In the doorway, on the ground, lay a lion's head and a frog's. Back in the darkness, Dan, his back sweating from the dance, nuzzled the girl with sequined shoulders.

And halfway down the block, Ruby passed up a set of steps behind scrolled iron.

"Ruby!"

He ran forward— "Hey, watch— "

"Look out. Where do you— "

"Slow down— "

"— swung round the banister, and ran up the steps after her, "Ruby Red!" and through a door. "Ruby ...?"

Wide tapestries between thin mirrors cut all echo from his voice. The door by the marble table was ajar. So he crossed the foyer, opened it.

She turned on swirling light.

Beneath the floor, tides of color flowed the room, flickering on the heavy, black-in-crystal legs of Vega Republic furniture. Without shadow, she stepped back. "Lorq! Now what are you doing here?" She had just placed her bird mask on one of the circular shelves that drifted at various levels around the room.

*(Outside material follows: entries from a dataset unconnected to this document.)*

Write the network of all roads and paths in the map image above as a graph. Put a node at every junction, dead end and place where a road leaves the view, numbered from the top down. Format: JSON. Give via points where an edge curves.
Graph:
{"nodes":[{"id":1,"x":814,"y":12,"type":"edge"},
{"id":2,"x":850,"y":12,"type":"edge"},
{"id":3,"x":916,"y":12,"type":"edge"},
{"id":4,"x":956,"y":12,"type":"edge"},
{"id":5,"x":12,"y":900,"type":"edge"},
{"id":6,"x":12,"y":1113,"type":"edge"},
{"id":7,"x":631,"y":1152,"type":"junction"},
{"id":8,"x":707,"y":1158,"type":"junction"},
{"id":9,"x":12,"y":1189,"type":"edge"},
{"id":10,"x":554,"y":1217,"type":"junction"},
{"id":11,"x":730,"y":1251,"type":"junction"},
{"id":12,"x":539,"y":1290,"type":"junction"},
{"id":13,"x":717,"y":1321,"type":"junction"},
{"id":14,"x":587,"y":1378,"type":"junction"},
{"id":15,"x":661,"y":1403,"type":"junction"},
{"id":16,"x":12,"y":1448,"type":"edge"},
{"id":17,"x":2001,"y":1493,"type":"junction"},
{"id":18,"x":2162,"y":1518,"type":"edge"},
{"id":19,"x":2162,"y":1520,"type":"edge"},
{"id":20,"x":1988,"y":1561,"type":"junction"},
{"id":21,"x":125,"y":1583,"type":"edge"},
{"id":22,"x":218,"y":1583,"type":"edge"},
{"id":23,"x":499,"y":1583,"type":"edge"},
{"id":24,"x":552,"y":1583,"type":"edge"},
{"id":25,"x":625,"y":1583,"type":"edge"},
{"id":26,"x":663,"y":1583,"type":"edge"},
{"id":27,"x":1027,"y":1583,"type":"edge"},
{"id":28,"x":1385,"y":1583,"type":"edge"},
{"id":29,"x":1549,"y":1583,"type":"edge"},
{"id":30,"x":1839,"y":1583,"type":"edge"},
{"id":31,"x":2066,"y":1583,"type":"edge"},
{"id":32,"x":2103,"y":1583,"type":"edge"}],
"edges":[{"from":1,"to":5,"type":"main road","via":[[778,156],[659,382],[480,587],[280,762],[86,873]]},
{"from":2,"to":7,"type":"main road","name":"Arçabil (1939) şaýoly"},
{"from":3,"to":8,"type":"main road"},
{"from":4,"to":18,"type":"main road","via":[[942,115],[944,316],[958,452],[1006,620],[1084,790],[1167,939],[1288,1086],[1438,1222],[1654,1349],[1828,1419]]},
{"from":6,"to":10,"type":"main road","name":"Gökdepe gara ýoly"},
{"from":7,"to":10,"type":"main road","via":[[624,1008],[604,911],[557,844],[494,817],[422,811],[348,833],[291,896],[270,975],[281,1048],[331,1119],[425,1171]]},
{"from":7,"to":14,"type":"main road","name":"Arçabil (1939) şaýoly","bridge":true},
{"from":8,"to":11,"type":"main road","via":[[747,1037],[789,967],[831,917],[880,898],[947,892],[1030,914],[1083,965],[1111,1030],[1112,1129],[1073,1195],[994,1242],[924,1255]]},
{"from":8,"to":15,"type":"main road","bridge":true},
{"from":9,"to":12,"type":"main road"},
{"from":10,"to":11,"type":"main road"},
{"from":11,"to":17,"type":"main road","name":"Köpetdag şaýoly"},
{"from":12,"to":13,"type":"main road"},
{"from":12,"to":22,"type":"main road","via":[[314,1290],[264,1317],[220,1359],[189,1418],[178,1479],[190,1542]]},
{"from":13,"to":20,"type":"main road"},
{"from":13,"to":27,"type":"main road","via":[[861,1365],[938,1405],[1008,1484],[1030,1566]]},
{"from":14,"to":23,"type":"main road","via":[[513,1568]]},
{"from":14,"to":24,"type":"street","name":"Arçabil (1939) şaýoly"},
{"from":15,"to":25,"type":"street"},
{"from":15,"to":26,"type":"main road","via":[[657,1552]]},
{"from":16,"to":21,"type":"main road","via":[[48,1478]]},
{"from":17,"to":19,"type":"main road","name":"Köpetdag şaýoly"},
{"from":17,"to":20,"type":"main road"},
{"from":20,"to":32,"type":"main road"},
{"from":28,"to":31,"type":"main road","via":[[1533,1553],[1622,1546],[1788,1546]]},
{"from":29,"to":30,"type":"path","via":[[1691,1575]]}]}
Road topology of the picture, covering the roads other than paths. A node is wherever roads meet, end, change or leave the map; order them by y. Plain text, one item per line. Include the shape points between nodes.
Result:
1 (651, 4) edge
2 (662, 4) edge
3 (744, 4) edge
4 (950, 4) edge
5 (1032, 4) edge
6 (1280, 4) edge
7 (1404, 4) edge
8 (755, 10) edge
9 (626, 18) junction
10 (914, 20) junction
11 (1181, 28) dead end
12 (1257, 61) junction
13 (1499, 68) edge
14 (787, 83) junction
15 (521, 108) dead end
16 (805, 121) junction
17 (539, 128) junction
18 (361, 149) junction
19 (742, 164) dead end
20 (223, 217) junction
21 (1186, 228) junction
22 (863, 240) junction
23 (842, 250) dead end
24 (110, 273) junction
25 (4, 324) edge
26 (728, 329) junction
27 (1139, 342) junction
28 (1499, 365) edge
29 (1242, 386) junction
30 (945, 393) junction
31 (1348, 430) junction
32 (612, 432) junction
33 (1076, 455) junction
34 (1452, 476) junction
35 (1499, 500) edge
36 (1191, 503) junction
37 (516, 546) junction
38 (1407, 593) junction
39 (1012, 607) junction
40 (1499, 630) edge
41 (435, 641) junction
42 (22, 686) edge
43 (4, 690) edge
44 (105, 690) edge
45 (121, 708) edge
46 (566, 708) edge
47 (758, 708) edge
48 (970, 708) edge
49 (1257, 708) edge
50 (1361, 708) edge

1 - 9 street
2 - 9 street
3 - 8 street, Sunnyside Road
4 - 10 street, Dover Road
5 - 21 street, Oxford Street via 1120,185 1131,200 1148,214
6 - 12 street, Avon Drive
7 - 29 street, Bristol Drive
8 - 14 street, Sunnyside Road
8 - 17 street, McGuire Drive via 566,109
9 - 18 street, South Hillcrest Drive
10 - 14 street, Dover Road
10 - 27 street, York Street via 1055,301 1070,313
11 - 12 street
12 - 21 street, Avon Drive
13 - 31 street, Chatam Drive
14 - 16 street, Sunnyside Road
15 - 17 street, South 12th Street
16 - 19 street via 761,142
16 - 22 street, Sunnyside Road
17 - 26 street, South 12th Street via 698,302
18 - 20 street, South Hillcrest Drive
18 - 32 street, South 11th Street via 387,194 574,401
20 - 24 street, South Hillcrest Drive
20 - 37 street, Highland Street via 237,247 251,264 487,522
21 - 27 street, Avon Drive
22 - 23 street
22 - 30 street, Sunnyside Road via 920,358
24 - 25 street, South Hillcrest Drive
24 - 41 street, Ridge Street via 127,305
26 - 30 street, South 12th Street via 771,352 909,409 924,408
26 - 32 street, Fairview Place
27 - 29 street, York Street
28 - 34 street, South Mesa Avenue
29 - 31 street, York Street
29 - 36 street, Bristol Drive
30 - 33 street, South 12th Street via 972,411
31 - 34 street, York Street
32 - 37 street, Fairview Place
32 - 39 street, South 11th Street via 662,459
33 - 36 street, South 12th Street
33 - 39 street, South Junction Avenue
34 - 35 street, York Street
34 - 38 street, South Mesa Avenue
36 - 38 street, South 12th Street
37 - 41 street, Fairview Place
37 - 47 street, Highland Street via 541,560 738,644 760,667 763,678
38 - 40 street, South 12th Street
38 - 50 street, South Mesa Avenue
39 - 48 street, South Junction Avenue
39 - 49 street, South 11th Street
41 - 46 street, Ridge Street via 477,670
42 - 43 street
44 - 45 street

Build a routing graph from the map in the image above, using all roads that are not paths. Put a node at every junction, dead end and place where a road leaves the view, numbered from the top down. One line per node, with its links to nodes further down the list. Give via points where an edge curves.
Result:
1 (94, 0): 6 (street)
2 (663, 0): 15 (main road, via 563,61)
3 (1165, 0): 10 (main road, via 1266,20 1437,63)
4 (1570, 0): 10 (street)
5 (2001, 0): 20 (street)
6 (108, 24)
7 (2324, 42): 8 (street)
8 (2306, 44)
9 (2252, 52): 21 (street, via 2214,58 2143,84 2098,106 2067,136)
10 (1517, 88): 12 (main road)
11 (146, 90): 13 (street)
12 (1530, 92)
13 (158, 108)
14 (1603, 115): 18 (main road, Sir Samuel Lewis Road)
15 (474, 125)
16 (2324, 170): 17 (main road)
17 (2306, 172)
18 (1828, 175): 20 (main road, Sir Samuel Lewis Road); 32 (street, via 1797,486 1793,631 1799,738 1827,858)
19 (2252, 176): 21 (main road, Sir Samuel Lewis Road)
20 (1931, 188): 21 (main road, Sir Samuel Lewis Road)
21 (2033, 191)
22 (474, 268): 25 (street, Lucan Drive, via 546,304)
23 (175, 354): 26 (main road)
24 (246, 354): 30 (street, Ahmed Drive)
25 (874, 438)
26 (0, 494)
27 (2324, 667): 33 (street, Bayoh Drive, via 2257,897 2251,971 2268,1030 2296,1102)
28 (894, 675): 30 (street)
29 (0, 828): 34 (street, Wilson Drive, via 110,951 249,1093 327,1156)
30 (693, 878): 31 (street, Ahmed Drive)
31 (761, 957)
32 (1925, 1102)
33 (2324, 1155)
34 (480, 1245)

"I wanted to talk to you some more."

Her brows were dark arches over her eyes. "I'm sorry. Prince has planned a pantomime for the float that goes down the middle of the island at midnight. I have to change."

One of the shelves had drifted toward him. Before it could respond to his body temperature and float away, Lorq removed a liquor bottle from the veined glass panel. "Do you have to rush?" He raised the bottle. "I want to find out who you are, what you do, what you think. I want to tell you all about me."

"Sorry." She turned toward the spiral lift that would take her up to the balcony.

His laughter stopped her. She turned back to see what had caused it.

"Ruby?"

And continued turning till she faced him again.

He crossed the surging floor and put his hands on the smooth cloth falling at her shoulders. His fingers closed on her arms. "Ruby Red." His inflection brought puzzlement to her face. "Leave here with me. We can go to another city, on another world, under another sun. Don't the configurations of the stars bore you from here? I know a world where the constellations are called the Mad Sow's Litter, the Greater and Lesser Lynx, the Eye of Vahdamin.

She took two glasses from a passing shelf. "What are you high on anyway?" Then she smiled. "Whatever it is, it becomes you."

"Will you go?"

"No."

"Why not?" He poured frothing amber into tiny glasses.

"First." She handed him the glass as he placed the bottle on another passing shelf. "Because it's terribly rude— I don't know how you do it back on Ark— for a hostess to run out on her party before midnight."

"After midnight then?"

"Second." She sipped the drink and wrinkled her nose (he was surprised, shocked that her clear, clear skin could support anything so human as a wrinkle). "Prince has been planning this party for months, and I don't want to upset him by not showing up when I promised." Lorq touched his fingers to her cheek. "Third." Her eyes snapped from the brim of her glass to lock his. "I'm Aaron Red's daughter and you are the dark, red-haired, high, handsome son"— she turned her head away— "of a blond thief!" Cold air on his fingertips where her warm arm had been,

He put his palm against her face, slid his fingers into her hair. She turned away from his band and stepped onto the spiral lift. She rose up and away, adding, "And you haven't got much pride if you let Prince mock you the way he does."